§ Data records

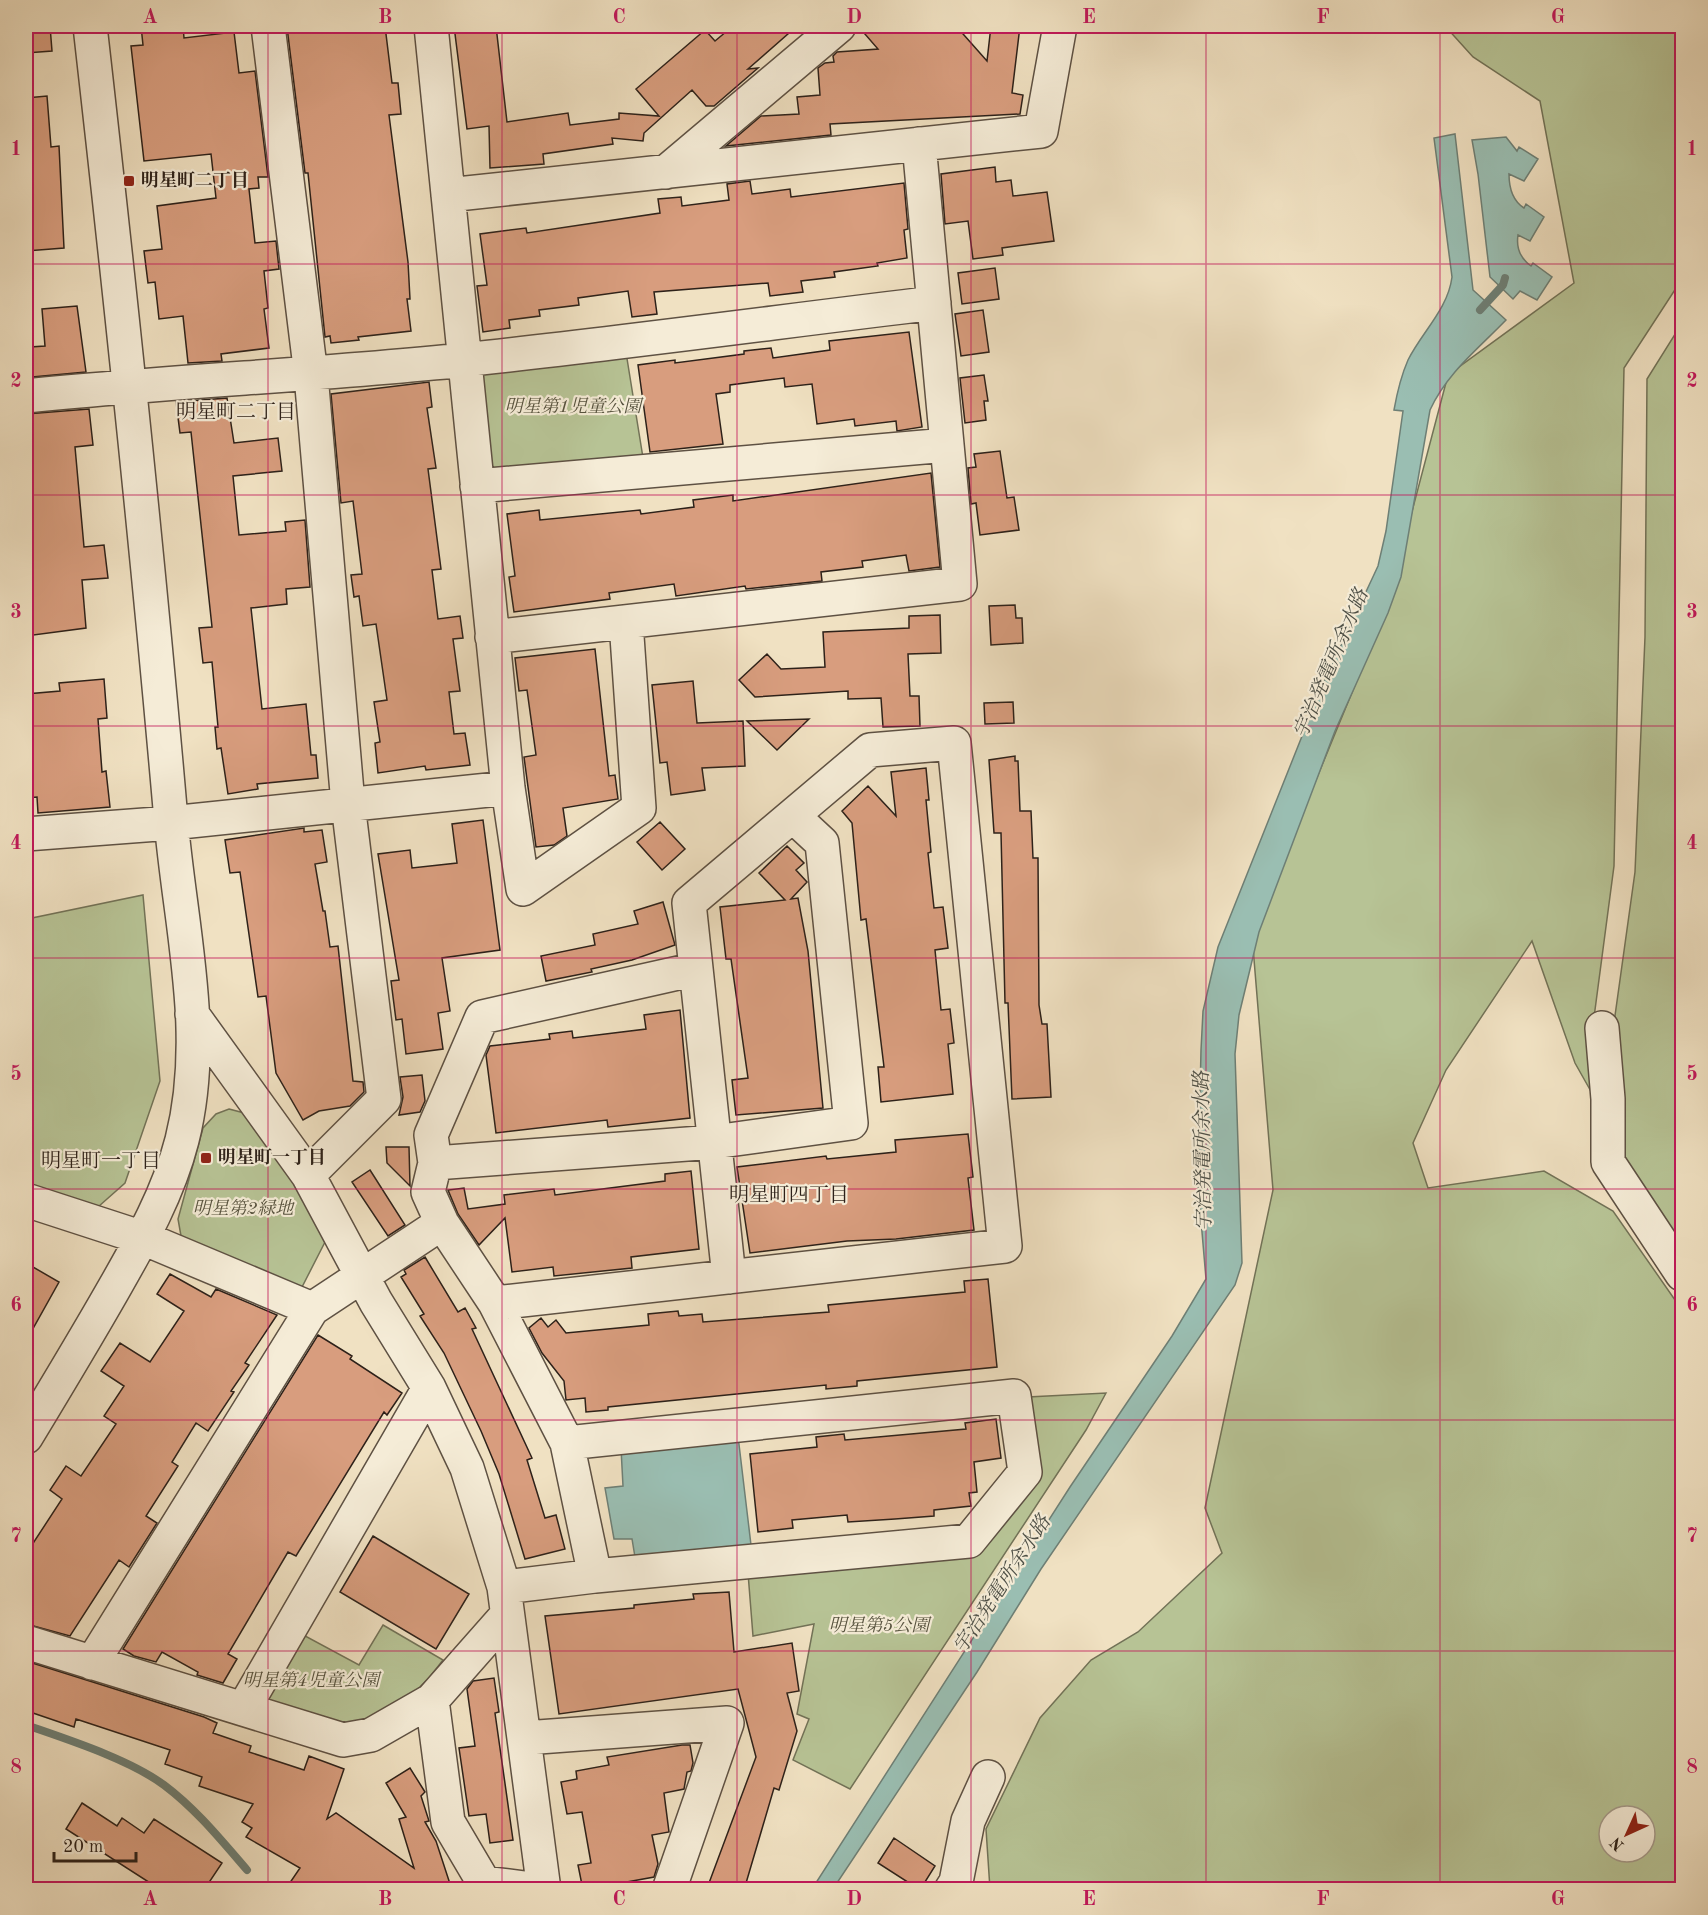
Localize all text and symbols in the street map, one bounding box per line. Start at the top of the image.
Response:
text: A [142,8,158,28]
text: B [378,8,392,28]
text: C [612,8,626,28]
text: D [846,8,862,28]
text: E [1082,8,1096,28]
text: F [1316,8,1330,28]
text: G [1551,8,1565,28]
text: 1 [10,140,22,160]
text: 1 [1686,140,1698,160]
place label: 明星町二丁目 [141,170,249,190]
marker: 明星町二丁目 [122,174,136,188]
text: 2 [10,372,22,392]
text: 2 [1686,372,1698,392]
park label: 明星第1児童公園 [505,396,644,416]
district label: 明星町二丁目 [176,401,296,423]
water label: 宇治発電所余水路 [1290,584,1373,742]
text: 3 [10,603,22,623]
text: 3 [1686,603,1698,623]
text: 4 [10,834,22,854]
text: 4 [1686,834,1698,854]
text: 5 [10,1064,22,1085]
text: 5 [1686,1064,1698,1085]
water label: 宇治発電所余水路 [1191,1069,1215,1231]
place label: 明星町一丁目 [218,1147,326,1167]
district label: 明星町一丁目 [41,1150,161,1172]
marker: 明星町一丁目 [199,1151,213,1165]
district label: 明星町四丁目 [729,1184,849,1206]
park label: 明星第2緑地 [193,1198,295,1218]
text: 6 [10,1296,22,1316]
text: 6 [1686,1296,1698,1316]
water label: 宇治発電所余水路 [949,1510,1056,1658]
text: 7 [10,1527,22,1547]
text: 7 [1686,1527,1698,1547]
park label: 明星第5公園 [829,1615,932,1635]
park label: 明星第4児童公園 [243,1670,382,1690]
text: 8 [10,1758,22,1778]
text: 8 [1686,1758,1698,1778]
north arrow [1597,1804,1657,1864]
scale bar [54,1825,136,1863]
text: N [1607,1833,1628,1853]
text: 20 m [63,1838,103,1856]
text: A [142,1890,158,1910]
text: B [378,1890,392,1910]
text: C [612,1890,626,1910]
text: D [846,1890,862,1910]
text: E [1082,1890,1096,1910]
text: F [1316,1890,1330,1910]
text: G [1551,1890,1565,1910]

§ Work required
What lines in the records contain the word "park"? Return each one.

§ Exercise answer
park label: 明星第1児童公園 [505,396,644,416]
park label: 明星第2緑地 [193,1198,295,1218]
park label: 明星第5公園 [829,1615,932,1635]
park label: 明星第4児童公園 [243,1670,382,1690]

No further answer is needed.